*WHAT TO WORK ON*
The pictures in the data below are to be omitted; all else must be duplicated exactly.

*TASK DATA*
**********

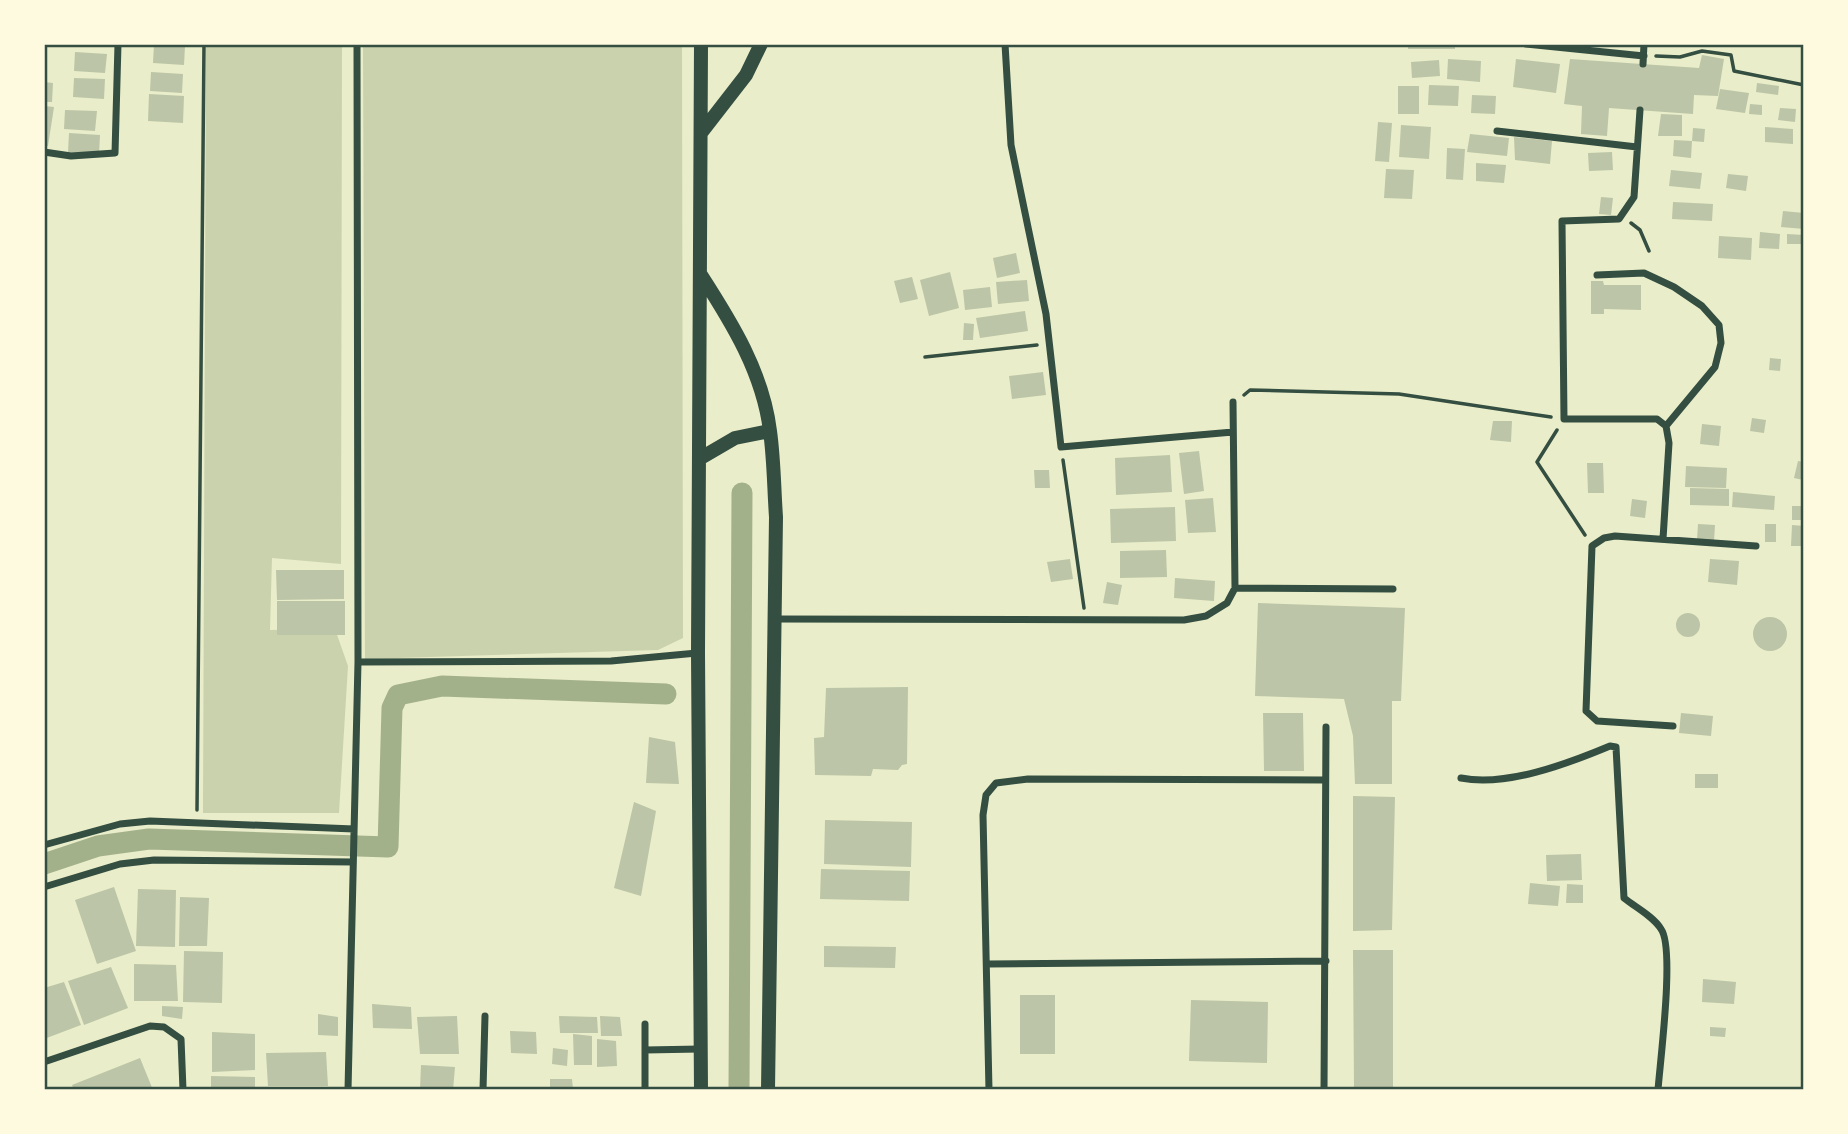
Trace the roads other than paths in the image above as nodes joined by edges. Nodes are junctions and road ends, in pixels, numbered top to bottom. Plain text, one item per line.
1 (118, 44) edge
2 (357, 44) edge
3 (701, 44) edge
4 (761, 44) edge
5 (1005, 44) edge
6 (1526, 44) edge
7 (1644, 44) edge
8 (1640, 110) dead end
9 (1496, 131) dead end
10 (701, 133) junction
11 (1637, 147) junction
12 (44, 152) edge
13 (700, 274) junction
14 (1597, 275) dead end
15 (1233, 402) road end
16 (1666, 426) junction
17 (770, 431) junction
18 (1233, 432) junction
19 (699, 459) junction
20 (1663, 539) junction
21 (1756, 546) dead end
22 (1235, 588) junction
23 (1393, 589) dead end
24 (774, 619) junction
25 (698, 653) junction
26 (358, 663) junction
27 (1673, 726) dead end
28 (1326, 727) dead end
29 (1461, 778) dead end
30 (1325, 780) junction
31 (354, 833) junction
32 (44, 845) edge
33 (353, 860) junction
34 (44, 887) edge
35 (1325, 961) junction
36 (988, 964) junction
37 (485, 1016) dead end
38 (645, 1024) dead end
39 (701, 1049) junction
40 (645, 1050) junction
41 (44, 1062) edge
42 (183, 1090) edge
43 (348, 1090) edge
44 (483, 1090) edge
45 (645, 1090) edge
46 (701, 1090) edge
47 (768, 1090) edge
48 (989, 1090) edge
49 (1324, 1090) edge
50 (1658, 1090) edge

1 - 12 street
2 - 26 street
3 - 10 main road
4 - 10 main road
5 - 18 street
6 - 7 street
8 - 11 street
9 - 11 street
10 - 13 main road
11 - 16 street
13 - 17 main road
13 - 19 main road
14 - 16 street
15 - 18 street
16 - 20 street
17 - 19 main road
17 - 24 main road
18 - 22 street
19 - 25 main road
20 - 21 street
20 - 27 street
22 - 23 street
22 - 24 street
24 - 47 main road
25 - 26 street
25 - 39 main road
26 - 31 street
28 - 30 street
29 - 50 street
30 - 35 street
30 - 36 street
31 - 32 street
31 - 33 street
33 - 34 street
33 - 43 street
35 - 36 street
35 - 49 street
36 - 48 street
37 - 44 street
38 - 40 street
39 - 40 street
39 - 46 main road
40 - 45 street
41 - 42 street

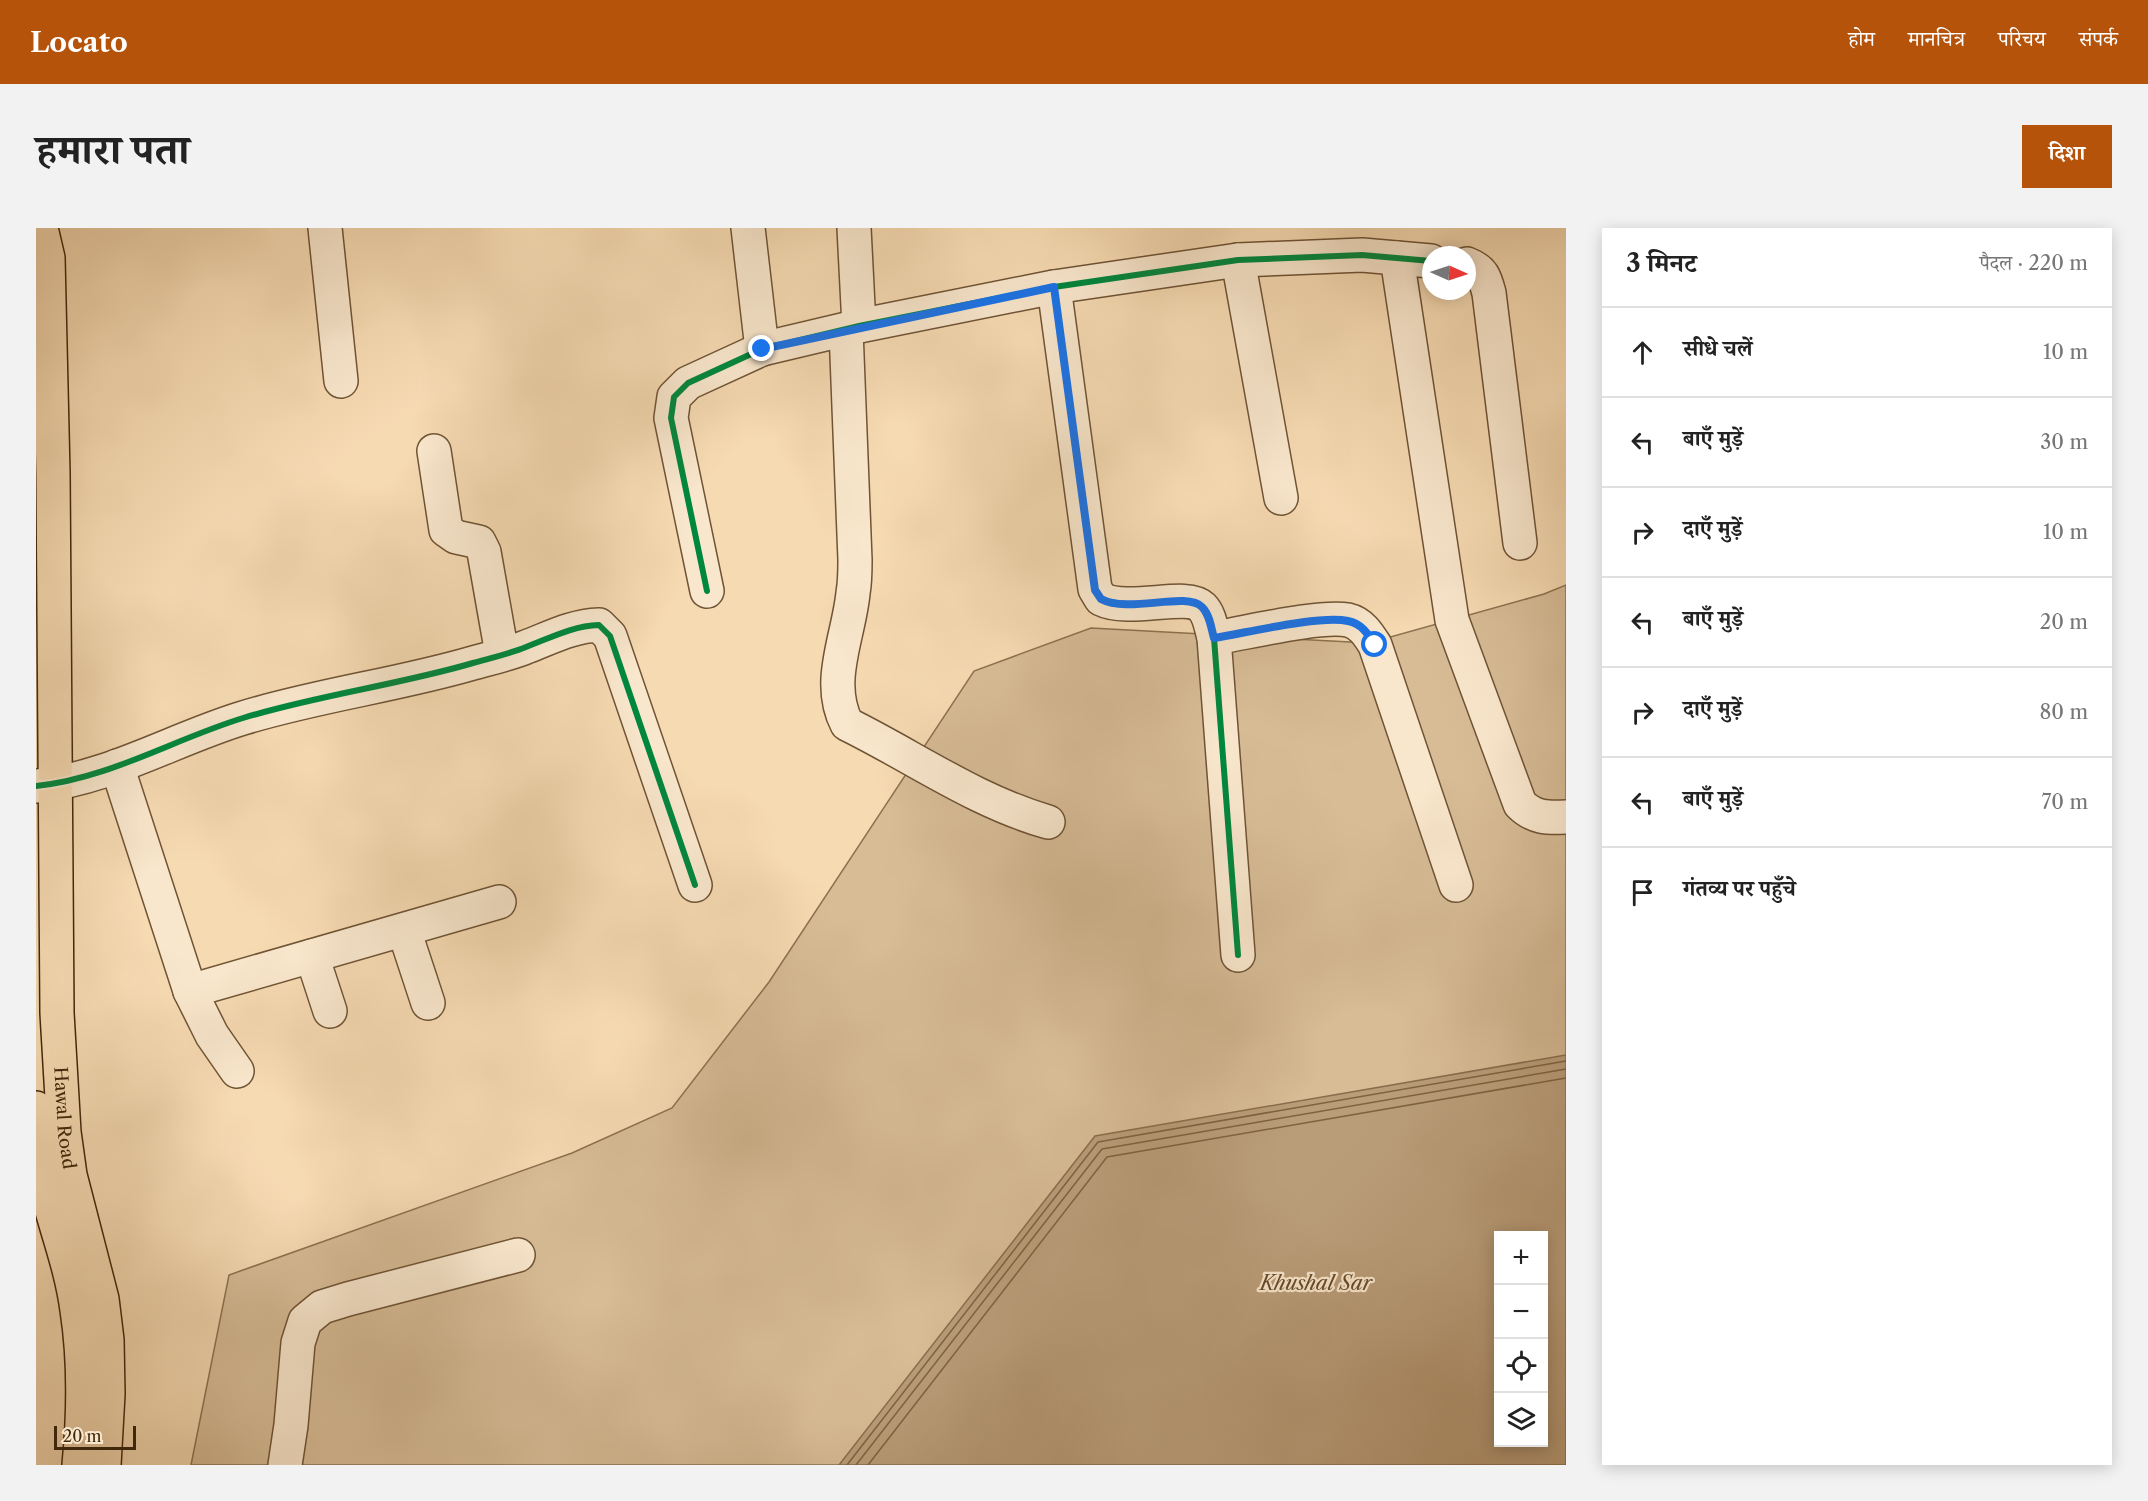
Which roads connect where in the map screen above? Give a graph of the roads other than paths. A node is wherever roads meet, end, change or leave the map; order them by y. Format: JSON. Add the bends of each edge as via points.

**********

*RESPONSE AREA*
Trace the roads other than paths in the image above as nodes joined by edges. Nodes are junctions and road ends, in pixels, numbered top to bottom. Plain text, one item per line.
1 (118, 44) edge
2 (357, 44) edge
3 (701, 44) edge
4 (761, 44) edge
5 (1005, 44) edge
6 (1526, 44) edge
7 (1644, 44) edge
8 (1640, 110) dead end
9 (1496, 131) dead end
10 (701, 133) junction
11 (1637, 147) junction
12 (44, 152) edge
13 (700, 274) junction
14 (1597, 275) dead end
15 (1233, 402) road end
16 (1666, 426) junction
17 (770, 431) junction
18 (1233, 432) junction
19 (699, 459) junction
20 (1663, 539) junction
21 (1756, 546) dead end
22 (1235, 588) junction
23 (1393, 589) dead end
24 (774, 619) junction
25 (698, 653) junction
26 (358, 663) junction
27 (1673, 726) dead end
28 (1326, 727) dead end
29 (1461, 778) dead end
30 (1325, 780) junction
31 (354, 833) junction
32 (44, 845) edge
33 (353, 860) junction
34 (44, 887) edge
35 (1325, 961) junction
36 (988, 964) junction
37 (485, 1016) dead end
38 (645, 1024) dead end
39 (701, 1049) junction
40 (645, 1050) junction
41 (44, 1062) edge
42 (183, 1090) edge
43 (348, 1090) edge
44 (483, 1090) edge
45 (645, 1090) edge
46 (701, 1090) edge
47 (768, 1090) edge
48 (989, 1090) edge
49 (1324, 1090) edge
50 (1658, 1090) edge

1 - 12 street
2 - 26 street
3 - 10 main road
4 - 10 main road
5 - 18 street
6 - 7 street
8 - 11 street
9 - 11 street
10 - 13 main road
11 - 16 street
13 - 17 main road
13 - 19 main road
14 - 16 street
15 - 18 street
16 - 20 street
17 - 19 main road
17 - 24 main road
18 - 22 street
19 - 25 main road
20 - 21 street
20 - 27 street
22 - 23 street
22 - 24 street
24 - 47 main road
25 - 26 street
25 - 39 main road
26 - 31 street
28 - 30 street
29 - 50 street
30 - 35 street
30 - 36 street
31 - 32 street
31 - 33 street
33 - 34 street
33 - 43 street
35 - 36 street
35 - 49 street
36 - 48 street
37 - 44 street
38 - 40 street
39 - 40 street
39 - 46 main road
40 - 45 street
41 - 42 street

Which roads connect where in the map screen above? Give a graph of the roads other than paths. A node is wherever roads meet, end, change or leave the map; order them by y. Format: JSON. Add the bends of each edge as via points.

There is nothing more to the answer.